Aristotelian physics is a form of natural science described in the works of the Greek philosopher Aristotle (384–322 BCE). In his work Physics, Aristotle intended to establish general principles of change that govern all natural bodies, both living and inanimate, celestial and terrestrial – including all motion, change with respect to place, change with respect to size or number, qualitative change of any kind; and "coming to be" (coming into existence, "generation") and "passing away" (no longer existing, "corruption").
To Aristotle, "physics" was a broad field that included subjects such as the philosophy of mind, sensory experience, memory, anatomy and biology. It constitutes the foundation of the thought underlying many of his works.
nature is everywhere the cause of order.
While consistent with common human experience, Aristotle's principles were not based on controlled, quantitative experiments, so, while they account for many broad features of nature, they do not describe our universe in the precise, quantitative way now expected of science. Contemporaries of Aristotle like Aristarchus rejected these principles in favor of heliocentrism, but their ideas were not widely accepted. Aristotle's principles were difficult to disprove merely through casual everyday observation, but later development of the scientific method challenged his views with experiments and careful measurement, using increasingly advanced technology such as the telescope and vacuum pump.

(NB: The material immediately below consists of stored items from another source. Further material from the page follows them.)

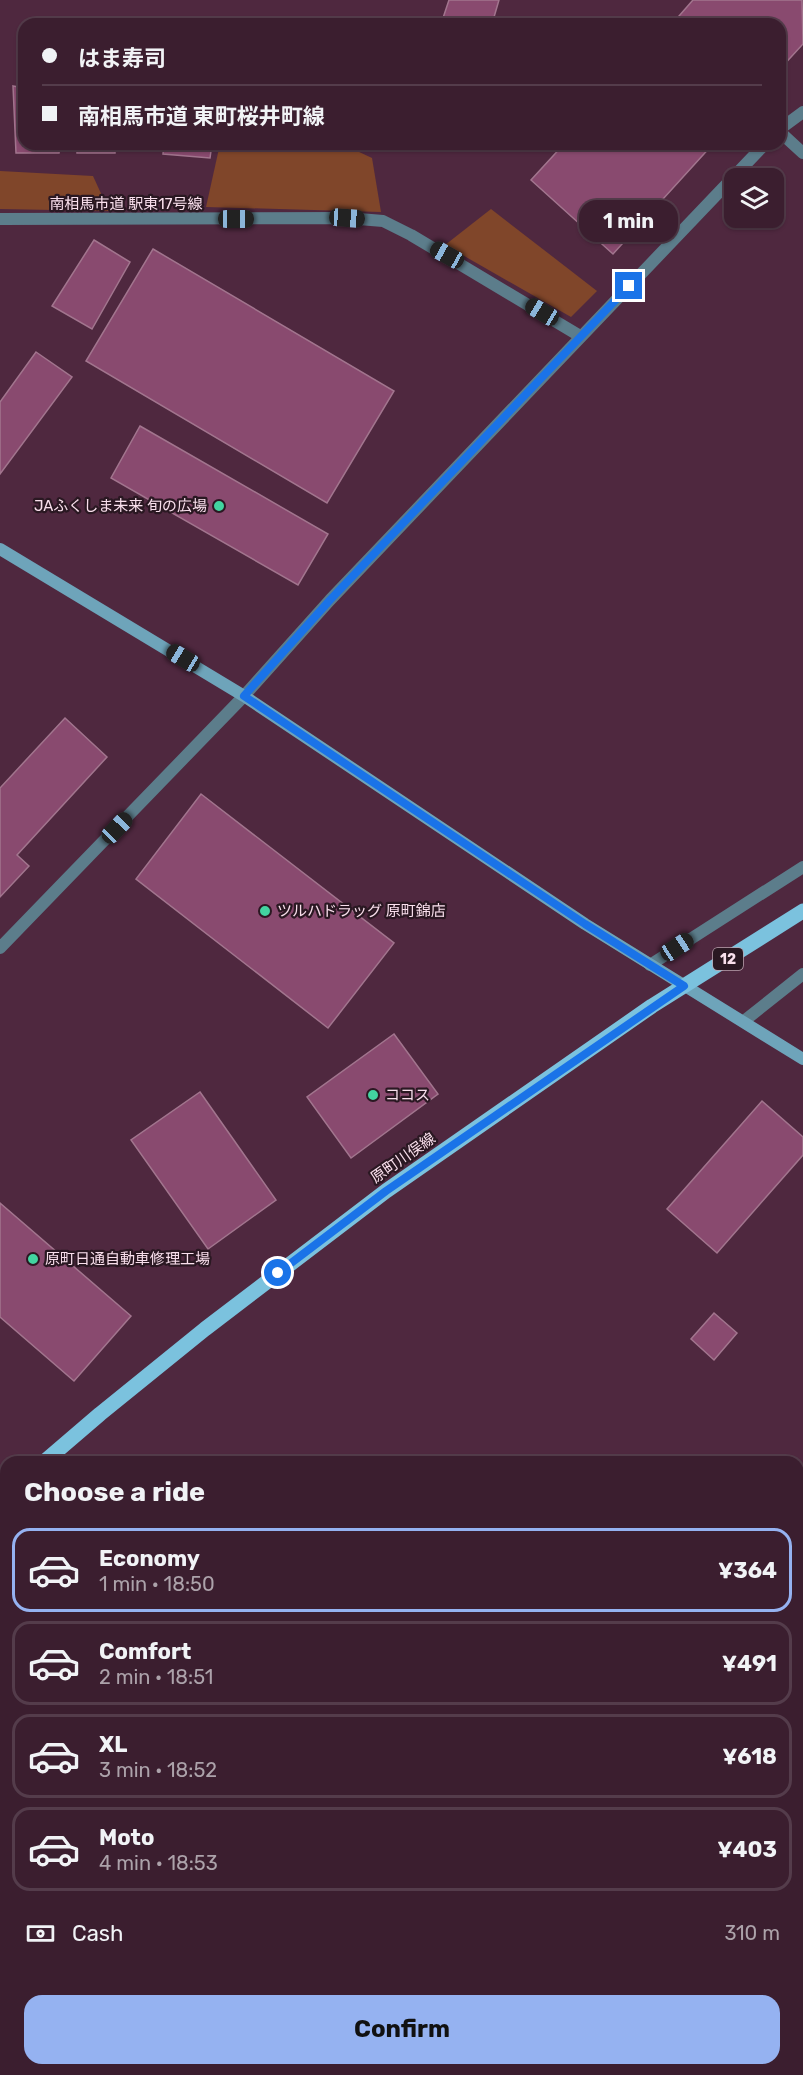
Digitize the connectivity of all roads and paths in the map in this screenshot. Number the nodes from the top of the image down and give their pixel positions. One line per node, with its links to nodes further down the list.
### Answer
1 (803, 112): 2 (street)
2 (786, 125)
3 (786, 136): 5 (street)
4 (759, 150): 7 (street)
5 (803, 153)
6 (0, 219): 7 (street, 南相馬市道 駅東17号線)
7 (580, 336): 9 (street)
8 (0, 549): 9 (street)
9 (244, 696): 12 (street); 13 (street)
10 (803, 867): 13 (street)
11 (803, 911): 15 (main road, 原町川俣線 / 12)
12 (0, 948)
13 (650, 965): 15 (street)
14 (803, 974): 16 (street)
15 (684, 986): 16 (street); 18 (main road, 原町川俣線 / 12)
16 (744, 1021): 17 (street)
17 (803, 1059)
18 (51, 1456)

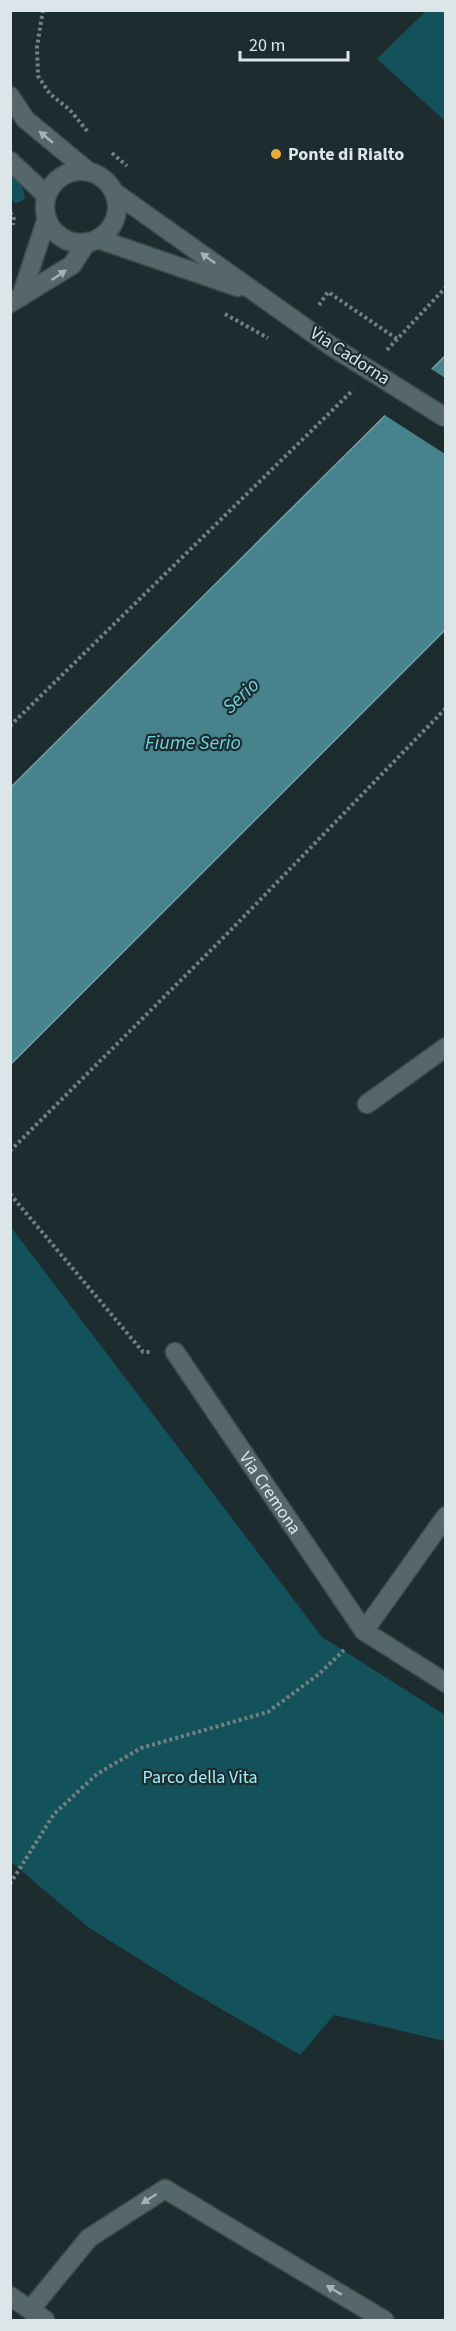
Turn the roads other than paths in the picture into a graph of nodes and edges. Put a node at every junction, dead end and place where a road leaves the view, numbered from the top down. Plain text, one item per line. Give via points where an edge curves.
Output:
1 (10, 96) edge
2 (10, 161) edge
3 (89, 172) junction
4 (114, 192) junction
5 (47, 196) junction
6 (47, 218) junction
7 (92, 241) junction
8 (255, 292) junction
9 (16, 300) edge
10 (446, 418) edge
11 (446, 1047) edge
12 (367, 1104) dead end
13 (175, 1352) road end
14 (446, 1516) edge
15 (364, 1631) junction
16 (446, 1683) edge
17 (10, 2296) edge
18 (30, 2310) junction
19 (45, 2320) edge
20 (384, 2320) edge

3 -> 1 street via 25,119
2 - 5 street
3 - 4 street via 99,176
3 - 5 street via 59,178
4 - 7 street via 117,214 106,233
8 -> 4 street, Via Cadorna
5 - 6 street
6 - 7 street via 58,234 77,242
6 - 9 street
7 - 8 street, Via Cadorna
9 -> 7 street via 72,265
8 - 10 street, Via Cadorna, bridge via 331,346
11 - 12 street
13 - 15 street, Via Cremona
14 - 15 street
15 - 16 street, Via Cremona
17 - 18 street
18 - 19 street
20 -> 18 street via 165,2188 89,2238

In claiming novelty for their doctrines, those natural philosophers who developed the “new science” of the seventeenth century frequently contrasted “Aristotelian” physics with their own. Physics of the former sort, so they claimed, emphasized the qualitative at the expense of the quantitative, neglected mathematics and its proper role in physics (particularly in the analysis of local motion), and relied on such suspect explanatory principles as final causes and “occult” essences. Yet in his Physics Aristotle characterizes physics or the “science of nature” as pertaining to magnitudes (megethê), motion (or “process” or “gradual change” – kinêsis), and time (chronon) (Phys III.4 202b30–1). Indeed, the Physics is largely concerned with an analysis of motion, particularly local motion, and the other concepts that Aristotle believes are requisite to that analysis.